Early Radiation Side Effects. Too soon!

I had nausea early on, well, the entire time really. And a mild sore throat, so I fully believe the metallic taste could be from radiation. I had onset of dry mouth right after it ended (which cause a metallic taste), and the dentist told me he sees it all the time with radiation.

The nausea and sore throat went away shortly after radiation ended. I still have dry mouth, but am told that tamoxifen can't cause that too.

Hang in there!

Didn’t have that type rads either time. Fatigue yes, agree it’s time to scale back a bit. If you need a nap, have it. Stay hydrated helps too.

So glad you broke up with Dr Google😍😍

I just finished my third treatment. I don't know if I am having side effects or if my mind is just on constant overload. I feel 'weird' today - meaning extra tired, a little nauseous and a little dizzy. (all also symptoms of anxiety!) I wake up frequently at night and the wheel of fear starts turning..... We can tell ourselves how lucky we are if we caught it early, that we are 'fine', going to be okay, etc. But - the middle of the night is wicked for me. I am grateful for this board, because even though I have an extremely caring and supportive husband, great friends, family support, etc - I don't want to whine about every little thing incessantly and make them all nuts as well. I am on a work from home basis right now - which is good an bad. I have plenty of work to keep me busy, but also a lot of time alone with my thoughts and fears. My Rad Onc says the fears are normal. He says I am doing well - keep up the good work, blah blah. I like him a lot and he is saying all the right things - but I am just having a day where I can't focus or do anything but worry about the what-ifs.

Any else in the same boat?

Like mitziandbubba I felt the the off balance thing. I would get up from sitting and feel off kilter. I’m only on my 8th treatment out of 19 and I hit a wall today with fatigue. I find myself mindlessly scrolling and then looking up like where did that hour just go. It’s like I can’t function today but I am also working about 29 hours right now and can’t imagine if I have to go to full time (although boss would be understanding). I drive about 40 minutes each day for treatments and actually missed my turn today because I was zoning out!

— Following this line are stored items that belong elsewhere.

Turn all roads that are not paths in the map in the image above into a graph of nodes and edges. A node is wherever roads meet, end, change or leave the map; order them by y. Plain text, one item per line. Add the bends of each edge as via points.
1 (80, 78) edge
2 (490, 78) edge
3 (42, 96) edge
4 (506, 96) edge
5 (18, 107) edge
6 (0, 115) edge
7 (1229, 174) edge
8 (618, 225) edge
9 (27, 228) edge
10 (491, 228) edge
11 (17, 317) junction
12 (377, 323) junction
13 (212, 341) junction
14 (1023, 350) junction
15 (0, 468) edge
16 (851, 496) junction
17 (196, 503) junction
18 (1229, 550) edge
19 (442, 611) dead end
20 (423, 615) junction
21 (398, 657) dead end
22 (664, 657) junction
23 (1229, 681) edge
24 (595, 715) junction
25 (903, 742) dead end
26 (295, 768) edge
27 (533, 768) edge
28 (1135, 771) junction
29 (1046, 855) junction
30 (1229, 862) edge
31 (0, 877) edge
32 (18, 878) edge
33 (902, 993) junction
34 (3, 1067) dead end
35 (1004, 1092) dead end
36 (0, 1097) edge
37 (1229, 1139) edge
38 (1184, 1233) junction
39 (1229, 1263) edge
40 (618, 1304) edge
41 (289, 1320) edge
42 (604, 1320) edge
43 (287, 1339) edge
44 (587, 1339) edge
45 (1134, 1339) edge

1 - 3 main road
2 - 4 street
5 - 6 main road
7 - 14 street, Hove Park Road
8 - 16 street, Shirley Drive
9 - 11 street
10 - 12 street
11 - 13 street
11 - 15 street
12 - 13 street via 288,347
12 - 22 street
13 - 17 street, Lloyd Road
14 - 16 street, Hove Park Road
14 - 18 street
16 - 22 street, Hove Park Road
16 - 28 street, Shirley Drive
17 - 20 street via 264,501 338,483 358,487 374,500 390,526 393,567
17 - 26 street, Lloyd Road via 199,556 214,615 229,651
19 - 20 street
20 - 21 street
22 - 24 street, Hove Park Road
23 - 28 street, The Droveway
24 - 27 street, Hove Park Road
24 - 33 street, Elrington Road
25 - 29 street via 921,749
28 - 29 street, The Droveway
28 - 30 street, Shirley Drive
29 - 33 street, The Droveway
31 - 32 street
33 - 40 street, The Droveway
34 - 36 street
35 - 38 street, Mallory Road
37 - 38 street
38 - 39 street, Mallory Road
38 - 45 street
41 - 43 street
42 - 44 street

@LB13 I don’t know how you manage 40 hours. I’m on the strugglebus and only doing 25-29 because I keep picking up shifts. I do stand on my feet the entire time though so probably not helping. I have a hard time saying no to extr shifts and money haha! Almost thankful for part time (my husband is breadwinner and full time still thankfully!). I feel like I hit a wall if I do too much and my brain is foggy some days! I’ve not slept well the last 5 years and this is not helping. It’s hard to turn your brain off and I take melatonin already. I’m debating if the fatigue is radiation side effect or from the Lupron injection (or both) but hoping it goes away! Glad to know the zoning out isn’t just me and hope you’re able to get some rest soon!

@Blackhawk41 - I have not slept well for years either - but it seems since this diagnosis, it is so much worse. I just started my job about two weeks before my diagnosis, so I guess I am pushing myself to work as much as possible since I am a newbie. New job, new diagnosis, then the pandemic. It has been a serious roller coaster. The Lupron is for ovarian suppression, right? I am doing the genetic testing - so that may be in my future as well - who knows......

@Via - yes - nighttime and fears go hand in hand for me too. Awake and alone with my thoughts and worries. I worry about every single tinge in my body, worry about recurrence, worry about side effects, worry about nothing..... etc. I am a positive person and listening to my doctors (who all say the right things so you don't worry), have researched it to death - but it is STILL cancer - and I find that word to be crippling when you receive the diagnosis and then your mind just goes wild with the what-ifs. Trying to reel those in and just focus on each day and the good things.